El paro de 72 horas fue sin embargo un canal para la organización, aún cuando su cumplimiento fue dispar. El balance del paro, sin embargo, fue utilizado por la misma conducción que le colaboró con su poca masividad al vaciarlo de contenido, para evitar darle continuidad. El debate en la segunda asamblea de Ademys, fue aleccionador. Mientras unas pocas agrupaciones y muchos activistas sostuvimos la continuidad del paro para darle un canal de lucha a los compañeros en las escuelas, fue la conducción la que rechazó la continuidad. A la hora de votar, la multicolor no quiso arriesgar. Como ya había hecho a la hora de modificar la consigna sostenida durante 2020, se amañó la votación para que las medidas y consignas fueran votadas en bloque y evitando que las mociones de distintos compañeros se pudieran unificar, a lo que se sumó que la conducción muteó los micrófonos de todos los participantes para que no pudieran denunciar estos hechos más que por el chat. En esas condiciones, el 25% de la asamblea votó por la continuidad. Lo sucedido en Ademys, no es sin embargo aislado, la misma semana, el Partido Obrero (oficialista) boicotó el paro convocado por el SUTEBA Escobar y realizó una campaña de desprestigio contra su secretaria adjunta luego de que una masiva asamblea votara “No retornar a las escuelas. No a la presencialidad hasta que estén dadas las condiciones, en defensa de la salud y la vida”. Huelga, a esta altura, un balance general de la experiencia de la multicolor, que parece haberse agotado como medio de organización de las experiencias de lucha contra la burocracia en todo el país, a lo que nos abocaremos a la brevedad. 

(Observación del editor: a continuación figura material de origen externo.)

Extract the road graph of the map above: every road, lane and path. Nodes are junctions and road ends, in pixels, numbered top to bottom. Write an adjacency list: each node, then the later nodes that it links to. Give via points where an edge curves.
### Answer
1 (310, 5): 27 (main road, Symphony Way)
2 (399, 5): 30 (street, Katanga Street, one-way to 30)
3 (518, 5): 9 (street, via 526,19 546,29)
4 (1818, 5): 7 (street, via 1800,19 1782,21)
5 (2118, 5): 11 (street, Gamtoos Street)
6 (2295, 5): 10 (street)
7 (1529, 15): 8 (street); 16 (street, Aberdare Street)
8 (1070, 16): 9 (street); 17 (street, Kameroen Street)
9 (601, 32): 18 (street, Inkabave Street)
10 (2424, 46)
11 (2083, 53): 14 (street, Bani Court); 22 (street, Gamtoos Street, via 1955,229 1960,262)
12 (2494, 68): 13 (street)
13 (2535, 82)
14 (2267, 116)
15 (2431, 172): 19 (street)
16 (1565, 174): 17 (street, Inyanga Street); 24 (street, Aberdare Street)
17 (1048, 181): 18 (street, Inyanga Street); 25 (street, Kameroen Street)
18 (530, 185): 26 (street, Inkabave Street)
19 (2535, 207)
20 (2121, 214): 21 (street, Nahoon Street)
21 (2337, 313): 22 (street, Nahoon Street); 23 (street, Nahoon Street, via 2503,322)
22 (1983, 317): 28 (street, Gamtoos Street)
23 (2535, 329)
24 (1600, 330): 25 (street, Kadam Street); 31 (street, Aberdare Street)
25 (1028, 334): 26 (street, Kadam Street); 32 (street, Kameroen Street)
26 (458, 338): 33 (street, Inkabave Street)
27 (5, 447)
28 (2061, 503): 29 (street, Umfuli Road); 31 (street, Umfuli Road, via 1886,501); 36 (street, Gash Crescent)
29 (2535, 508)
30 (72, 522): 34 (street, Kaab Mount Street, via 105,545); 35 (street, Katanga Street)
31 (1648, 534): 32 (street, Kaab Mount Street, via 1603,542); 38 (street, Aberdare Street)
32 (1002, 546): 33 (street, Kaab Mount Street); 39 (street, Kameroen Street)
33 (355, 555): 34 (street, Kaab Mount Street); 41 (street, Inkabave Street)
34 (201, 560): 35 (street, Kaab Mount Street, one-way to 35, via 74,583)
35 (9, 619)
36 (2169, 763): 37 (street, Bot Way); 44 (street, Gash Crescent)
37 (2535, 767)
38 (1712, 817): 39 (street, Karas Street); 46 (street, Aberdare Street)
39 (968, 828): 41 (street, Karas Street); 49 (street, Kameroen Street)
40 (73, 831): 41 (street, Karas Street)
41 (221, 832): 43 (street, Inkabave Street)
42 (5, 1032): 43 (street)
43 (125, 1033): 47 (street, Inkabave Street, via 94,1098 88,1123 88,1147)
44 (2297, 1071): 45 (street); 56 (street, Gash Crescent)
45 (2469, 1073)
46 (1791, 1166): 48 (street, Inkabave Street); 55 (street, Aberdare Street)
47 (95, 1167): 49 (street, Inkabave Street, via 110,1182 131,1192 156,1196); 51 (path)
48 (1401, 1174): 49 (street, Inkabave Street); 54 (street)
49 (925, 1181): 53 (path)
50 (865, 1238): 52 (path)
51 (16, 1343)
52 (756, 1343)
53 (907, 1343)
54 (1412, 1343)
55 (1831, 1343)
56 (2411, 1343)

Queda por delante, en este contexto, organizar las medidas de lucha en cada escuela, se abre una etapa en la que cada docente, en cada establecimiento, se enfrentará a la imposibilidad de cualquier “presencialidad cuidada” y se dará los medios para salvaguardar su vida y la de sus estudiantes. Es momento de impulsar acciones en cada colegio y distritales, de hacer un balance colectivo y seguir adelante con la fuerza que nos dió la experiencia de 2020. Nuestro norte sigue siendo, en Capital y en todo el país (donde ya se organizan acciones de luchas y medidas para enfrentar el inicio en numerosas provincias), la huelga general educativa en defensa de la vida.